Look through the lines below and copy each one that includes "lane".
-----
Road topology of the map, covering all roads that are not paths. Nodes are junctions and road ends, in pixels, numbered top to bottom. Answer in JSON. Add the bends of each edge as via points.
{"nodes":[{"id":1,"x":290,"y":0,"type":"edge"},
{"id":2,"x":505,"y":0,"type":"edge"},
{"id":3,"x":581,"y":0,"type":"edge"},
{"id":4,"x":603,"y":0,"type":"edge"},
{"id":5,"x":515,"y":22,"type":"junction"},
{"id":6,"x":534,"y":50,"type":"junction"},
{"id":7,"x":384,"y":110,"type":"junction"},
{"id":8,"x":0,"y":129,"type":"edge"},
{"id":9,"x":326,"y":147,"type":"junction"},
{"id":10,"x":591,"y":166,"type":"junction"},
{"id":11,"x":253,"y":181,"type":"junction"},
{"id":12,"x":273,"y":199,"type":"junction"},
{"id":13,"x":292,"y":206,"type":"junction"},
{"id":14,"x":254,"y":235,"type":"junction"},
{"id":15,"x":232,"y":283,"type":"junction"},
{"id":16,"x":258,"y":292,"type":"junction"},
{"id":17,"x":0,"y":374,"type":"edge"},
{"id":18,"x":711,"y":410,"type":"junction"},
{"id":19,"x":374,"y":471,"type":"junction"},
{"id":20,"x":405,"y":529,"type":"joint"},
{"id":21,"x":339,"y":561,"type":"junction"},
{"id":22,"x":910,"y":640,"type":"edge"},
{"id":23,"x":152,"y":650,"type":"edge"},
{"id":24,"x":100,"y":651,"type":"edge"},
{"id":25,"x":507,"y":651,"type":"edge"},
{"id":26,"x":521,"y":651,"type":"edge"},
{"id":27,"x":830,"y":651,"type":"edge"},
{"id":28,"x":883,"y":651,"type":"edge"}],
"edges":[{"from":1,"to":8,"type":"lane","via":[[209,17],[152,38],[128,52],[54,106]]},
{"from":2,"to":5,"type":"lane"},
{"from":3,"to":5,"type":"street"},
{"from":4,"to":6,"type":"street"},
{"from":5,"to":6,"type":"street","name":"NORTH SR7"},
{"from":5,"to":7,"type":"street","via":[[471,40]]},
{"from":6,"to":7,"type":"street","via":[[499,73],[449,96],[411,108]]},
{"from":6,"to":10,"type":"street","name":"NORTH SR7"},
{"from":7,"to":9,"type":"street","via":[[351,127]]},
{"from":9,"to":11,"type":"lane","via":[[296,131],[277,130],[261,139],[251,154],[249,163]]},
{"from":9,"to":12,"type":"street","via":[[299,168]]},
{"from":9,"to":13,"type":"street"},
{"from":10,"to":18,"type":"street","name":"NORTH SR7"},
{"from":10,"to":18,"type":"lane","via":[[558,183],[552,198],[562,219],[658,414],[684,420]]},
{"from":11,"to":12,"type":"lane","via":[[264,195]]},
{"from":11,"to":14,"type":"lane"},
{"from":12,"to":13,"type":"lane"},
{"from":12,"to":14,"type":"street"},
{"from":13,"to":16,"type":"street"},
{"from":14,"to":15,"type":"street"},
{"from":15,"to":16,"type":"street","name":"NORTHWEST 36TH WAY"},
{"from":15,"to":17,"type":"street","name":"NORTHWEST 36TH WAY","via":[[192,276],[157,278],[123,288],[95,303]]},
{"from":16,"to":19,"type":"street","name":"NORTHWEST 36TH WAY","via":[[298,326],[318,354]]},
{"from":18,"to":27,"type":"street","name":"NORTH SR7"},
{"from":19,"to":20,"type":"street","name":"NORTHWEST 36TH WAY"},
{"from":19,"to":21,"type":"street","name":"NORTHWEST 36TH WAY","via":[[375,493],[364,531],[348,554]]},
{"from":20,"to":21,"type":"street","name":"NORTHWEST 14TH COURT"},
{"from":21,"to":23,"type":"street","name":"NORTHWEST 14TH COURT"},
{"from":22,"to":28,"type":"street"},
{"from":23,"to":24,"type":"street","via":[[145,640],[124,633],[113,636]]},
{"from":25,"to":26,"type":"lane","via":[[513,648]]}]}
-----
## TASK OUTPUT
"edges":[{"from":1,"to":8,"type":"lane","via":[[209,17],[152,38],[128,52],[54,106]]},
{"from":2,"to":5,"type":"lane"},
{"from":9,"to":11,"type":"lane","via":[[296,131],[277,130],[261,139],[251,154],[249,163]]},
{"from":10,"to":18,"type":"lane","via":[[558,183],[552,198],[562,219],[658,414],[684,420]]},
{"from":11,"to":12,"type":"lane","via":[[264,195]]},
{"from":11,"to":14,"type":"lane"},
{"from":12,"to":13,"type":"lane"},
{"from":25,"to":26,"type":"lane","via":[[513,648]]}]}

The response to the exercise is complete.